Matt Hancock and Gina Coladangelo
When a Sunday paper asked last year why Hancock’s “lobbyist pal” got a taxpayer-funded job, a department spokesman said her “advice and expertise” were required as part of an “unprecedented response to this global pandemic”. There are no rules about who a government minister can hire, but “there is an untidy boudoir of legal issues raised by an intimate relationship between a minister and someone in his department,” says Jolyon Maugham QC of The Good Law Project, who has investigated government contracts in the pandemic. “The more serious issues resolve to a question of sequencing — where the relationship influenced the hiring choice it is very likely to be unlawful.”

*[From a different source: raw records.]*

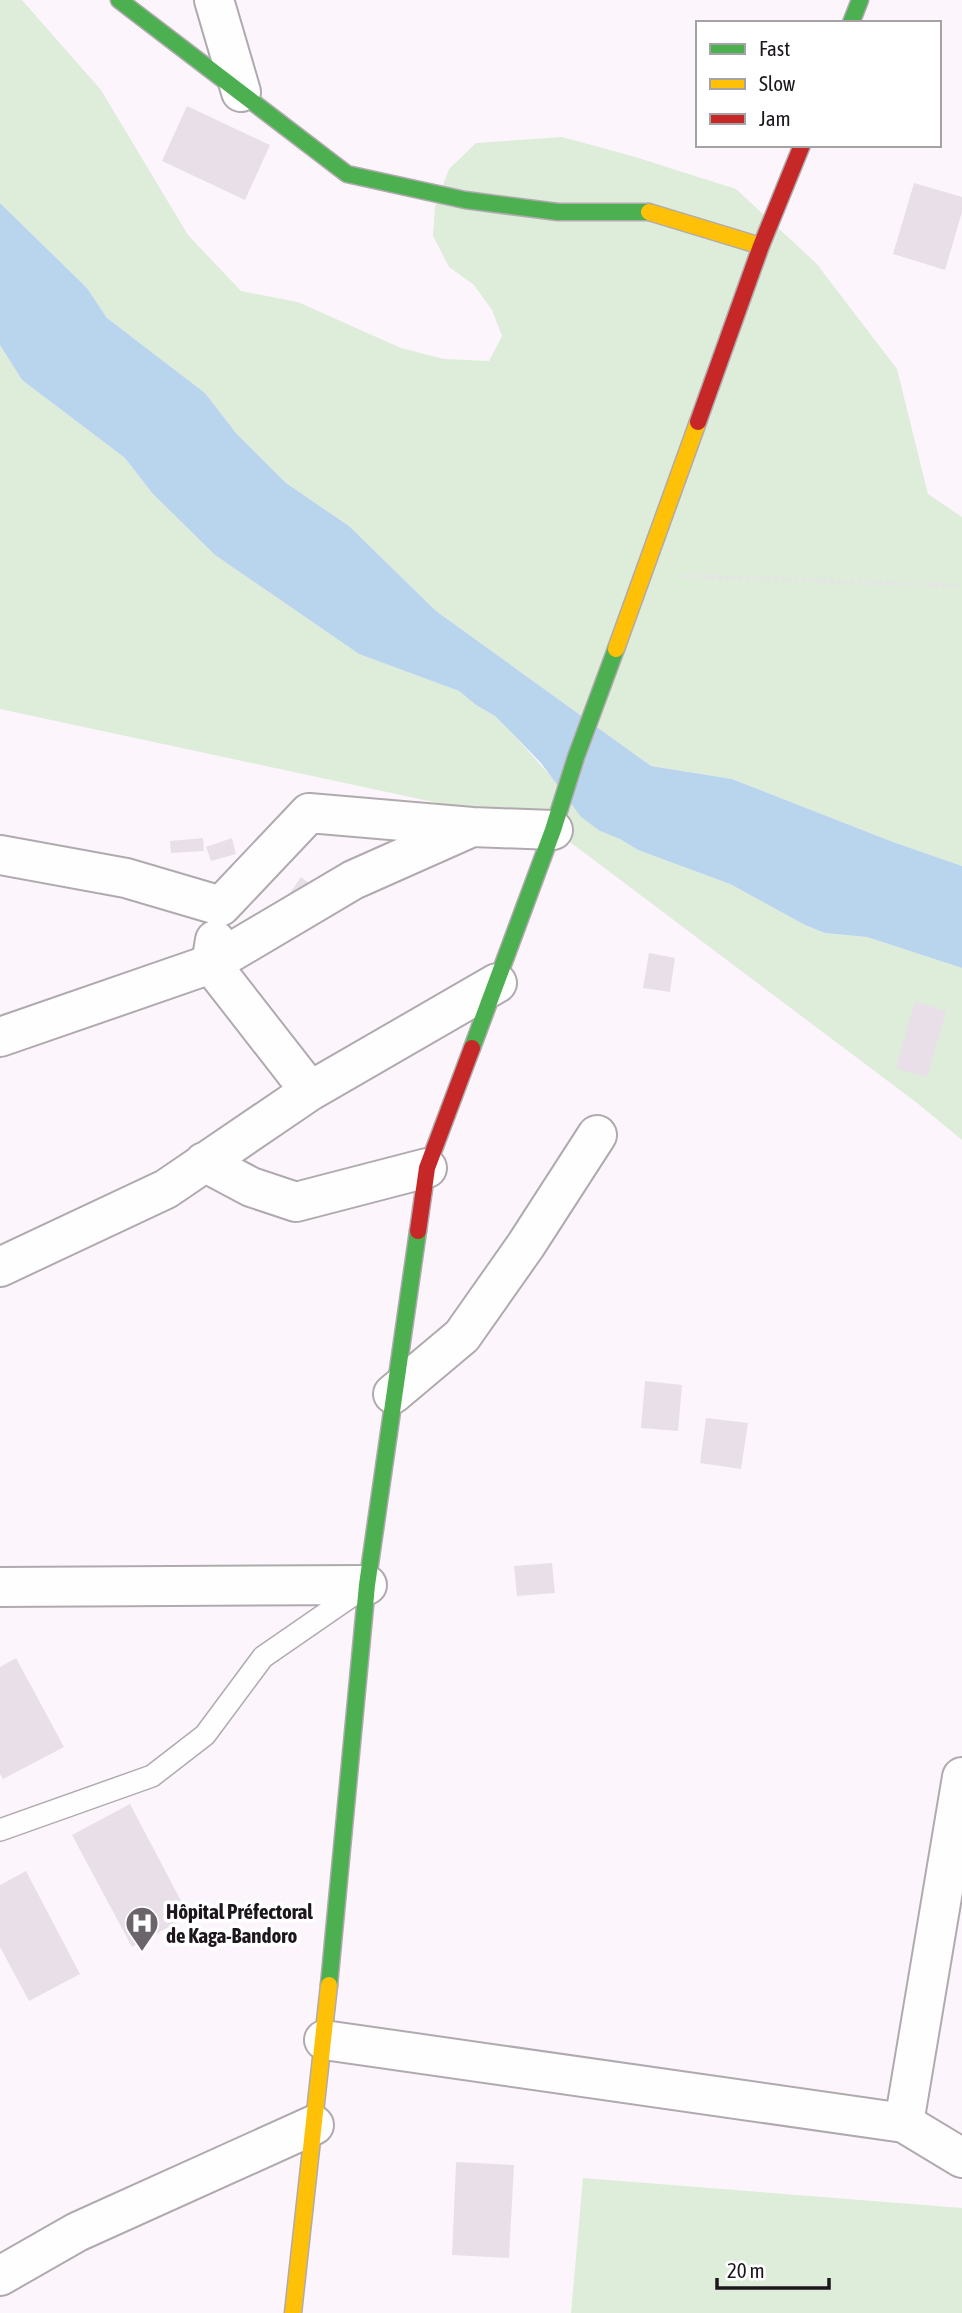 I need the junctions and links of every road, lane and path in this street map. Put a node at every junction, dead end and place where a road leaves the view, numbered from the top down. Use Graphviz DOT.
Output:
graph roads {
  1 [pos="119,0"];
  2 [pos="214,0"];
  3 [pos="860,0"];
  4 [pos="851,21"];
  5 [pos="241,92"];
  6 [pos="801,147"];
  7 [pos="761,246"];
  8 [pos="643,574"];
  9 [pos="962,586"];
  10 [pos="472,827"];
  11 [pos="554,830"];
  12 [pos="0,855"];
  13 [pos="221,906"];
  14 [pos="211,964"];
  15 [pos="497,983"];
  16 [pos="0,1037"];
  17 [pos="310,1091"];
  18 [pos="597,1135"];
  19 [pos="204,1162"];
  20 [pos="427,1168"];
  21 [pos="0,1267"];
  22 [pos="393,1394"];
  23 [pos="367,1585"];
  24 [pos="0,1587"];
  25 [pos="962,1777"];
  26 [pos="0,1830"];
  27 [pos="324,2040"];
  28 [pos="904,2123"];
  29 [pos="314,2125"];
  30 [pos="962,2158"];
  31 [pos="0,2276"];
  32 [pos="293,2313"];
  1 -- 5 [label="main road"];
  2 -- 5 [label="street"];
  3 -- 4 [label="main road"];
  5 -- 7 [label="main road"];
  6 -- 7 [label="main road"];
  7 -- 8 [label="main road"];
  8 -- 9 [label="path"];
  8 -- 11 [label="main road"];
  10 -- 11 [label="street"];
  10 -- 13 [label="street"];
  10 -- 14 [label="street"];
  11 -- 15 [label="main road"];
  12 -- 13 [label="street"];
  13 -- 14 [label="street"];
  14 -- 16 [label="street"];
  14 -- 17 [label="street"];
  15 -- 17 [label="street"];
  15 -- 20 [label="main road"];
  17 -- 19 [label="street"];
  18 -- 22 [label="street"];
  19 -- 20 [label="street"];
  19 -- 21 [label="street"];
  20 -- 22 [label="main road"];
  22 -- 23 [label="main road"];
  23 -- 24 [label="street"];
  23 -- 26 [label="lane"];
  23 -- 27 [label="main road"];
  25 -- 28 [label="street"];
  27 -- 28 [label="street"];
  27 -- 29 [label="main road"];
  28 -- 30 [label="street"];
  29 -- 31 [label="street"];
  29 -- 32 [label="main road"];
}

Inside Whitehall, “there was never really much scepticism because she was very good at what she did,” says a former government staffer. “She’d been with Matt’s team informally since his leadership election, so she wasn’t this brand new person who came from nowhere.” The former colleague says the move was helped by the fact Coladangelo was a delight to work with.

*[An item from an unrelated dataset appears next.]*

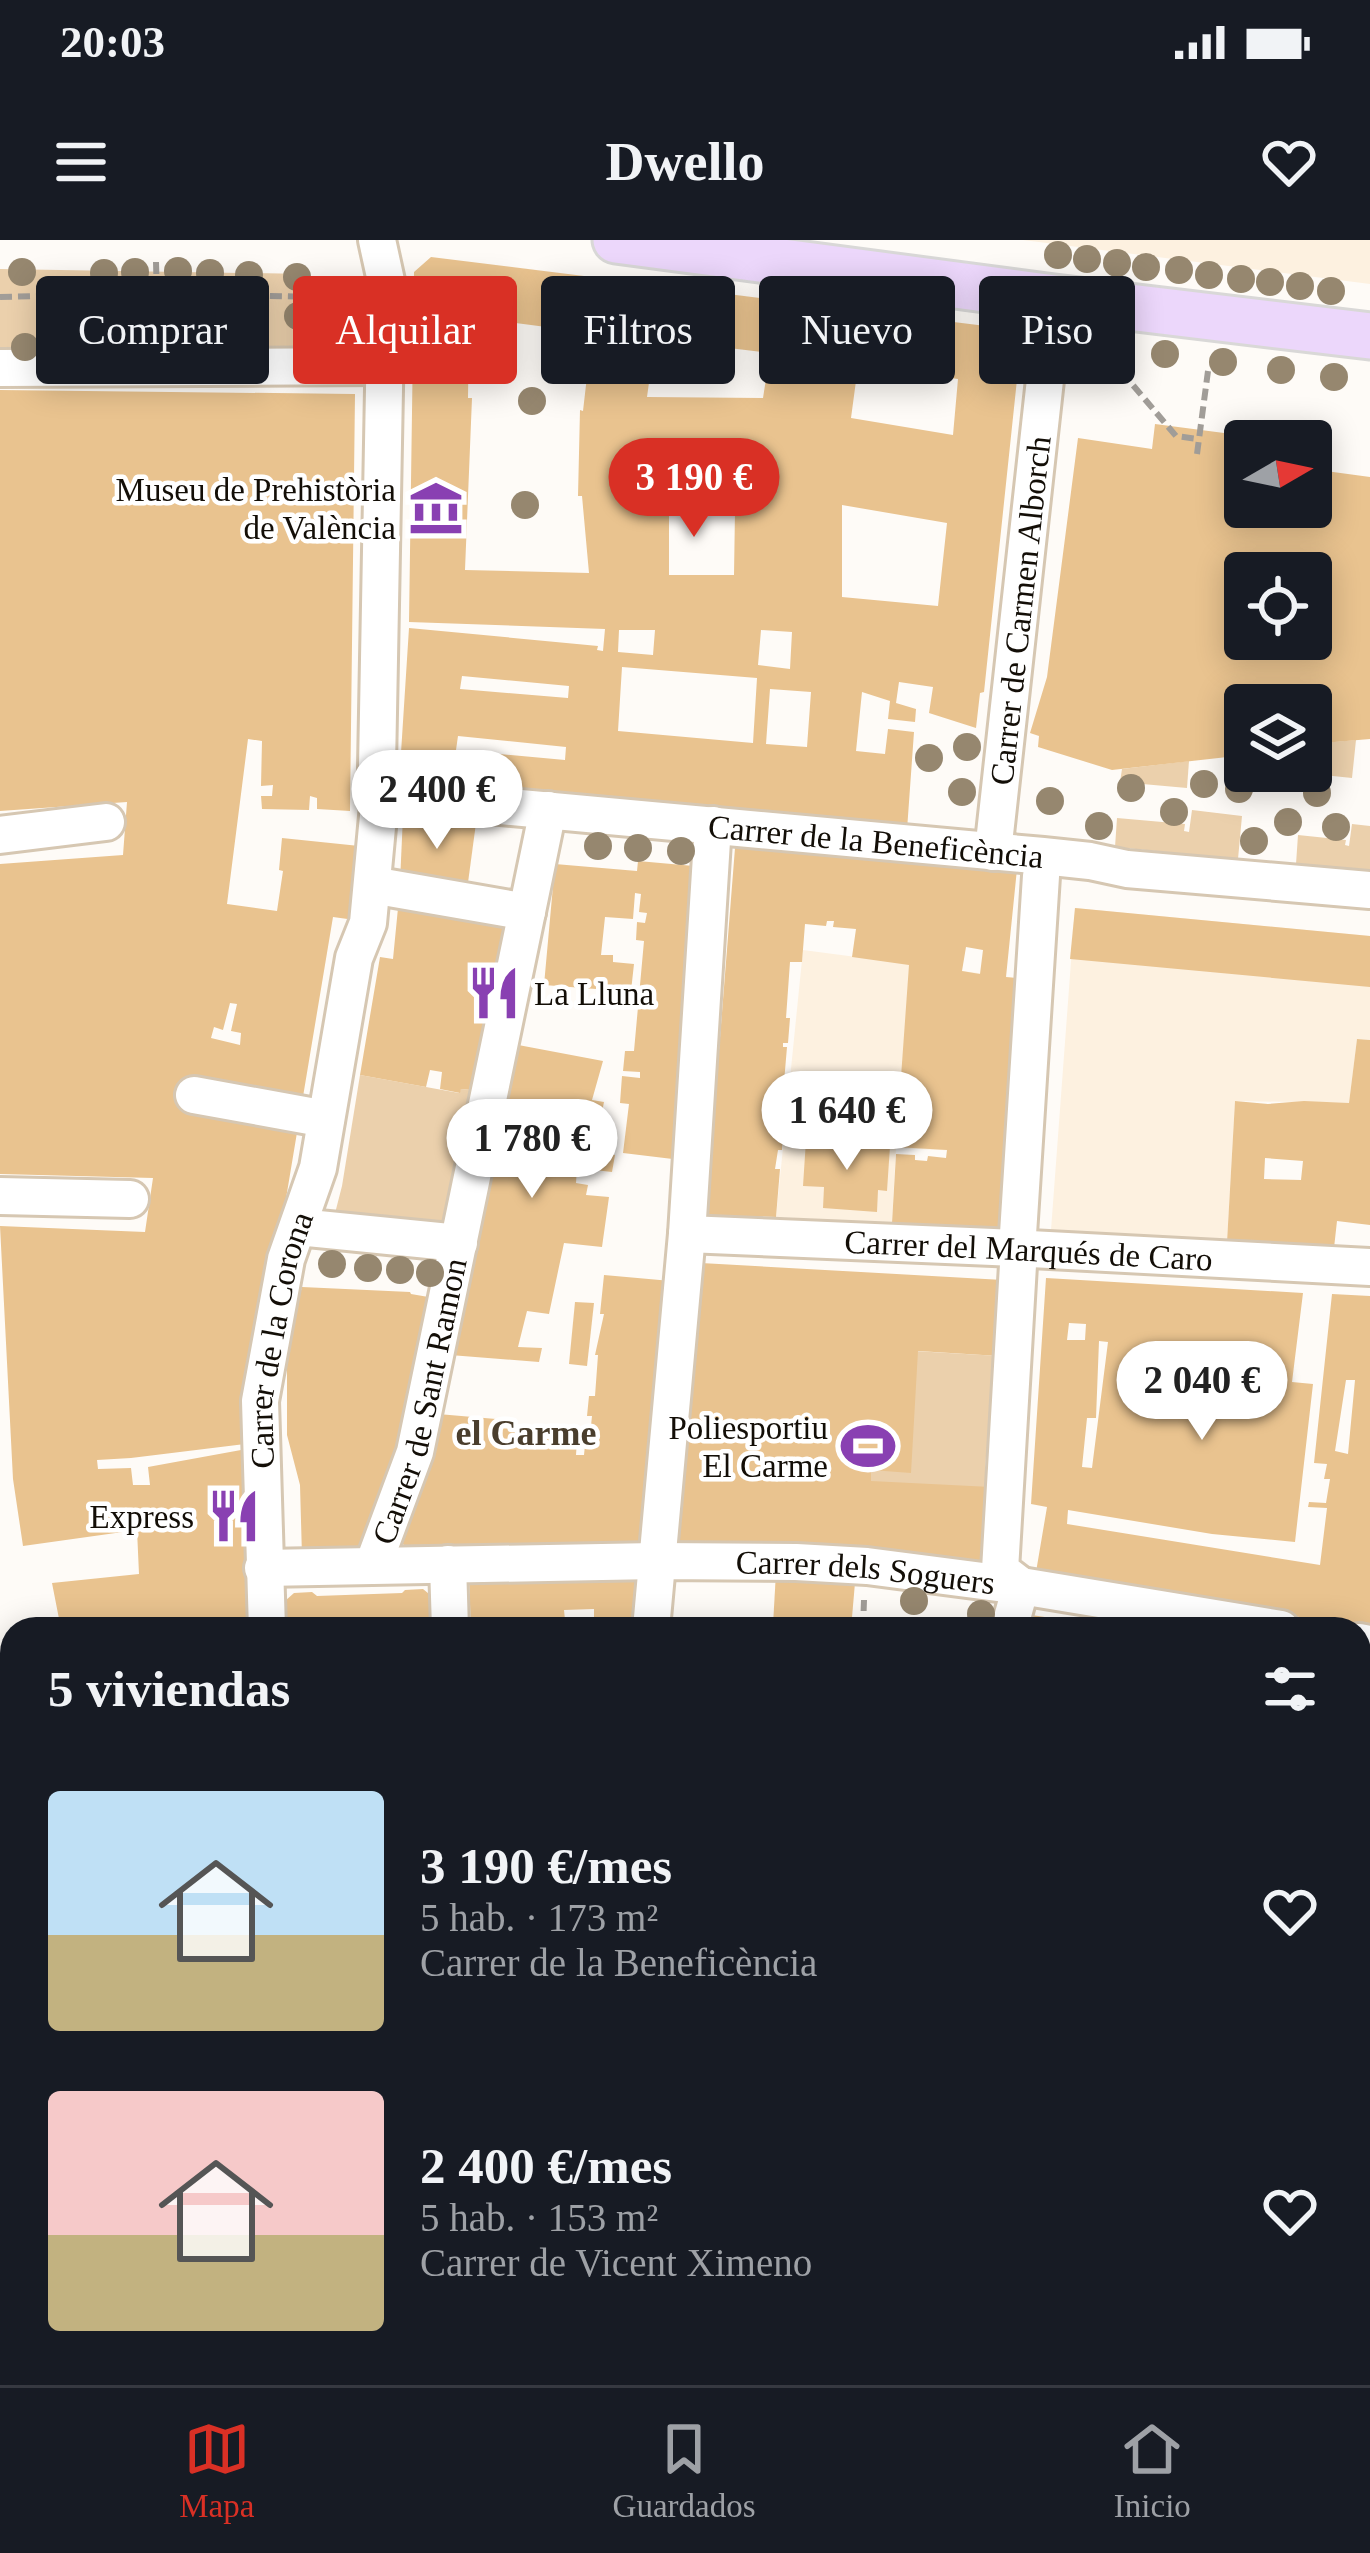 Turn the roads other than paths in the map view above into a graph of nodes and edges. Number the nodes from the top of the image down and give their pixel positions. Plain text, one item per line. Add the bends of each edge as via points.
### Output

“She was always totally lovely, very friendly, bright, intelligent. She had those inclusive qualities — she was the sort of person who would always make everyone in the room feel like they were important. She always brought a nice level of positivity and enthusiasm to things, which is very welcome when you’re working on a pandemic.”
Tory sources say Coladangelo’s status in Whitehall was always “slightly mysterious” but she was in “every meeting” with Hancock. A source told a newspaper last year: “Before Matt does anything big, he’ll speak to Gina. She knows everything.”
Former colleagues say they were “surprised but not shocked” by news their relationship had turned romantic. “Something obviously just changed,” a former staffer told the Evening Standard. “I had no idea something was going on, but they’ve always been incredibly close.”
Reports claim the romantic relationship only began six weeks ago when the footage of their kiss was captured, but sources told the Mail on Sunday this week that the MP is already “in love” with his former aide. Does Coladangelo feel the same way? Further inspection of her Pinterest quotes collection suggests she could be: “I would rather die of passion than boredom” reads a favourite Van Gogh quote. “Life is too short to wait,” reads another, while a third spells: “Be afraid and do it anyway”. This week, she did just that.